→ **Work to be completed**
Return a copy of each line in the listing that includes the word "nodes".
BEGIN
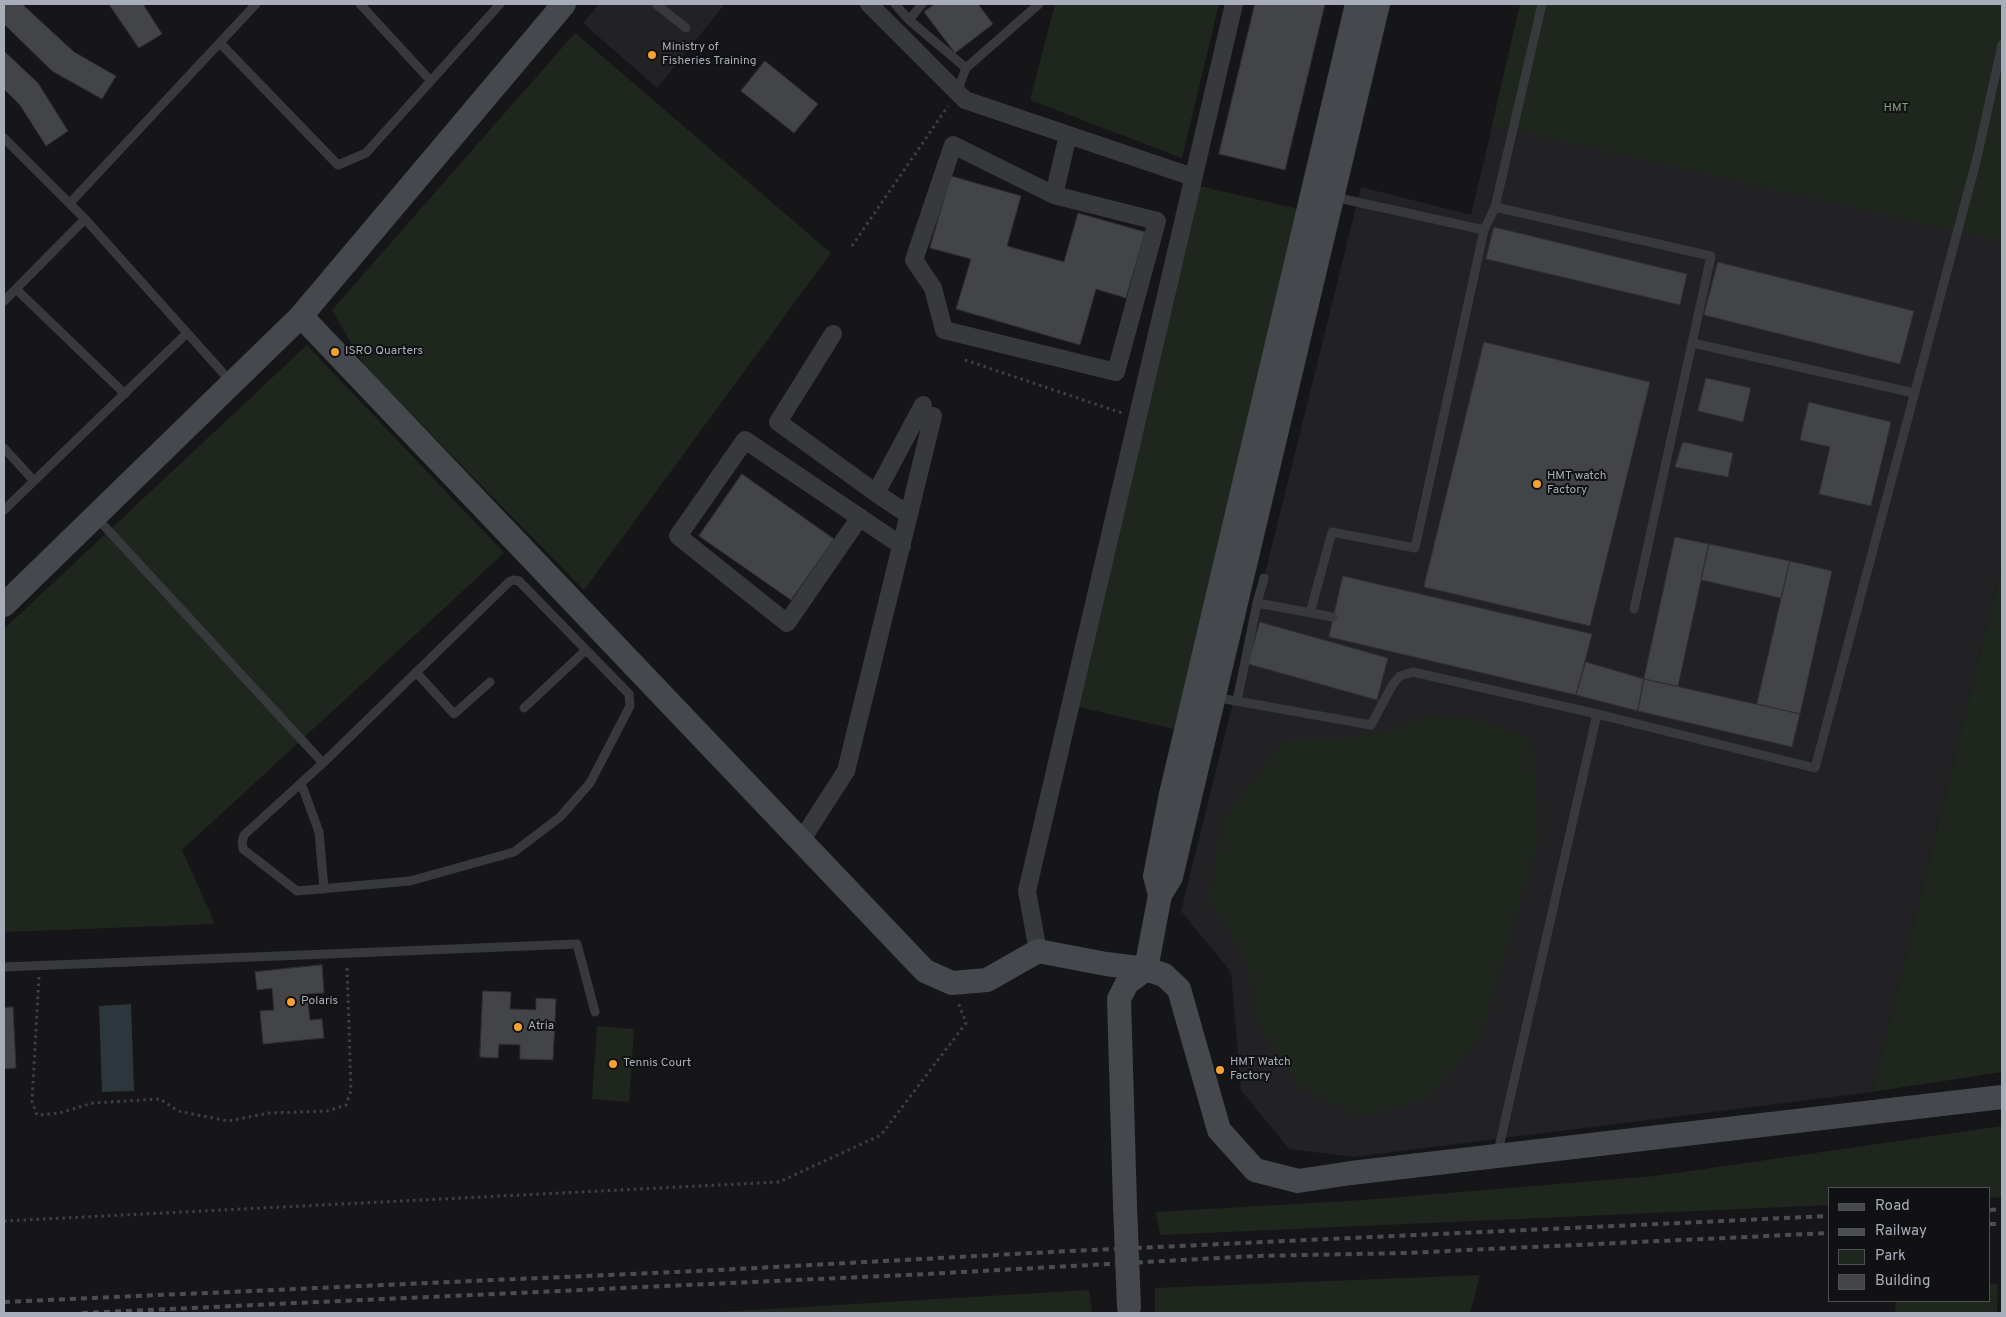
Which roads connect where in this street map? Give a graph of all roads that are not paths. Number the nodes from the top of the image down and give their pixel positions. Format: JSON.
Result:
{"nodes":[{"id":1,"x":256,"y":4,"type":"edge"},
{"id":2,"x":360,"y":4,"type":"edge"},
{"id":3,"x":500,"y":4,"type":"edge"},
{"id":4,"x":564,"y":4,"type":"edge"},
{"id":5,"x":656,"y":4,"type":"edge"},
{"id":6,"x":869,"y":4,"type":"edge"},
{"id":7,"x":895,"y":4,"type":"edge"},
{"id":8,"x":922,"y":4,"type":"edge"},
{"id":9,"x":1039,"y":4,"type":"edge"},
{"id":10,"x":1234,"y":4,"type":"edge"},
{"id":11,"x":1357,"y":4,"type":"edge"},
{"id":12,"x":1378,"y":4,"type":"edge"},
{"id":13,"x":1542,"y":4,"type":"edge"},
{"id":14,"x":909,"y":20,"type":"junction"},
{"id":15,"x":686,"y":28,"type":"dead end"},
{"id":16,"x":220,"y":43,"type":"junction"},
{"id":17,"x":2002,"y":45,"type":"edge"},
{"id":18,"x":966,"y":68,"type":"junction"},
{"id":19,"x":430,"y":80,"type":"junction"},
{"id":20,"x":957,"y":92,"type":"junction"},
{"id":21,"x":1068,"y":135,"type":"junction"},
{"id":22,"x":4,"y":138,"type":"edge"},
{"id":23,"x":1193,"y":177,"type":"junction"},
{"id":24,"x":1054,"y":195,"type":"junction"},
{"id":25,"x":1331,"y":196,"type":"junction"},
{"id":26,"x":70,"y":203,"type":"junction"},
{"id":27,"x":1495,"y":207,"type":"junction"},
{"id":28,"x":85,"y":219,"type":"junction"},
{"id":29,"x":1484,"y":230,"type":"junction"},
{"id":30,"x":16,"y":289,"type":"junction"},
{"id":31,"x":4,"y":301,"type":"edge"},
{"id":32,"x":301,"y":316,"type":"junction"},
{"id":33,"x":187,"y":333,"type":"junction"},
{"id":34,"x":833,"y":334,"type":"dead end"},
{"id":35,"x":1693,"y":343,"type":"junction"},
{"id":36,"x":232,"y":383,"type":"junction"},
{"id":37,"x":1914,"y":393,"type":"junction"},
{"id":38,"x":125,"y":394,"type":"junction"},
{"id":39,"x":4,"y":448,"type":"edge"},
{"id":40,"x":34,"y":481,"type":"junction"},
{"id":41,"x":876,"y":493,"type":"junction"},
{"id":42,"x":4,"y":510,"type":"edge"},
{"id":43,"x":909,"y":515,"type":"junction"},
{"id":44,"x":95,"y":516,"type":"junction"},
{"id":45,"x":860,"y":517,"type":"junction"},
{"id":46,"x":902,"y":546,"type":"junction"},
{"id":47,"x":1264,"y":578,"type":"dead end"},
{"id":48,"x":1257,"y":603,"type":"junction"},
{"id":49,"x":4,"y":605,"type":"edge"},
{"id":50,"x":1634,"y":609,"type":"dead end"},
{"id":51,"x":1310,"y":613,"type":"junction"},
{"id":52,"x":1333,"y":617,"type":"dead end"},
{"id":53,"x":586,"y":650,"type":"junction"},
{"id":54,"x":416,"y":672,"type":"junction"},
{"id":55,"x":490,"y":682,"type":"dead end"},
{"id":56,"x":1214,"y":697,"type":"junction"},
{"id":57,"x":1237,"y":701,"type":"junction"},
{"id":58,"x":524,"y":708,"type":"dead end"},
{"id":59,"x":1597,"y":714,"type":"junction"},
{"id":60,"x":323,"y":764,"type":"junction"},
{"id":61,"x":301,"y":783,"type":"junction"},
{"id":62,"x":801,"y":840,"type":"junction"},
{"id":63,"x":324,"y":888,"type":"junction"},
{"id":64,"x":1160,"y":895,"type":"junction"},
{"id":65,"x":1038,"y":951,"type":"junction"},
{"id":66,"x":4,"y":967,"type":"edge"},
{"id":67,"x":1146,"y":969,"type":"junction"},
{"id":68,"x":596,"y":1012,"type":"dead end"},
{"id":69,"x":2002,"y":1096,"type":"edge"},
{"id":70,"x":1497,"y":1156,"type":"junction"},
{"id":71,"x":1129,"y":1310,"type":"edge"}],
"edges":[{"from":1,"to":16,"type":"lane"},
{"from":2,"to":19,"type":"lane"},
{"from":3,"to":19,"type":"lane"},
{"from":4,"to":32,"type":"street"},
{"from":5,"to":15,"type":"lane"},
{"from":6,"to":20,"type":"street"},
{"from":7,"to":14,"type":"lane"},
{"from":8,"to":14,"type":"lane"},
{"from":9,"to":18,"type":"lane"},
{"from":10,"to":23,"type":"street"},
{"from":11,"to":64,"type":"street"},
{"from":12,"to":25,"type":"street"},
{"from":13,"to":27,"type":"lane"},
{"from":14,"to":18,"type":"lane"},
{"from":16,"to":19,"type":"lane"},
{"from":16,"to":26,"type":"lane"},
{"from":17,"to":37,"type":"lane"},
{"from":18,"to":20,"type":"lane"},
{"from":20,"to":21,"type":"street"},
{"from":21,"to":23,"type":"street"},
{"from":21,"to":24,"type":"street"},
{"from":22,"to":26,"type":"lane"},
{"from":23,"to":65,"type":"street"},
{"from":24,"to":24,"type":"street"},
{"from":25,"to":29,"type":"lane"},
{"from":25,"to":56,"type":"street"},
{"from":26,"to":28,"type":"lane"},
{"from":27,"to":29,"type":"lane"},
{"from":27,"to":35,"type":"lane"},
{"from":28,"to":30,"type":"lane"},
{"from":28,"to":33,"type":"lane"},
{"from":29,"to":51,"type":"lane"},
{"from":30,"to":31,"type":"lane"},
{"from":30,"to":38,"type":"lane"},
{"from":32,"to":36,"type":"street"},
{"from":32,"to":62,"type":"street"},
{"from":33,"to":36,"type":"lane"},
{"from":33,"to":38,"type":"lane"},
{"from":34,"to":41,"type":"street"},
{"from":35,"to":37,"type":"lane"},
{"from":35,"to":50,"type":"lane"},
{"from":36,"to":44,"type":"street"},
{"from":37,"to":59,"type":"lane"},
{"from":38,"to":40,"type":"lane"},
{"from":39,"to":40,"type":"lane"},
{"from":40,"to":42,"type":"lane"},
{"from":41,"to":43,"type":"street"},
{"from":41,"to":43,"type":"street"},
{"from":43,"to":46,"type":"street"},
{"from":44,"to":49,"type":"street"},
{"from":44,"to":60,"type":"lane"},
{"from":45,"to":45,"type":"street"},
{"from":45,"to":46,"type":"street"},
{"from":46,"to":62,"type":"street"},
{"from":47,"to":48,"type":"lane"},
{"from":48,"to":51,"type":"lane"},
{"from":48,"to":57,"type":"lane"},
{"from":51,"to":52,"type":"lane"},
{"from":53,"to":54,"type":"lane"},
{"from":53,"to":58,"type":"lane"},
{"from":53,"to":63,"type":"lane"},
{"from":54,"to":55,"type":"lane"},
{"from":54,"to":60,"type":"lane"},
{"from":56,"to":57,"type":"lane"},
{"from":56,"to":64,"type":"street"},
{"from":57,"to":59,"type":"lane"},
{"from":59,"to":70,"type":"lane"},
{"from":60,"to":61,"type":"lane"},
{"from":61,"to":63,"type":"lane"},
{"from":61,"to":63,"type":"lane"},
{"from":62,"to":65,"type":"street"},
{"from":64,"to":67,"type":"street"},
{"from":65,"to":67,"type":"street"},
{"from":66,"to":68,"type":"lane"},
{"from":67,"to":70,"type":"street"},
{"from":67,"to":71,"type":"street","bridge":true},
{"from":69,"to":70,"type":"street"}]}
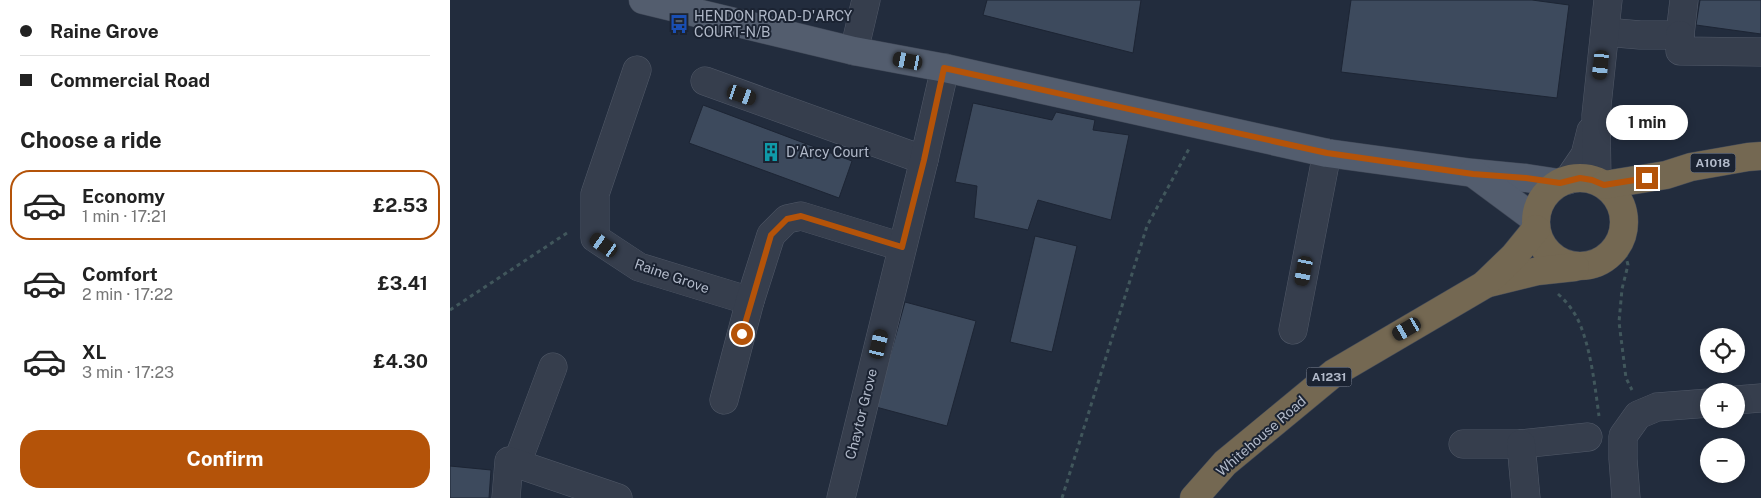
END
→ **Answer section**
Which roads connect where in this street map? Give a graph of all roads that are not paths. Number the nodes from the top of the image down and give their pixel positions. Format: JSON.
{"nodes":[{"id":1,"x":256,"y":4,"type":"edge"},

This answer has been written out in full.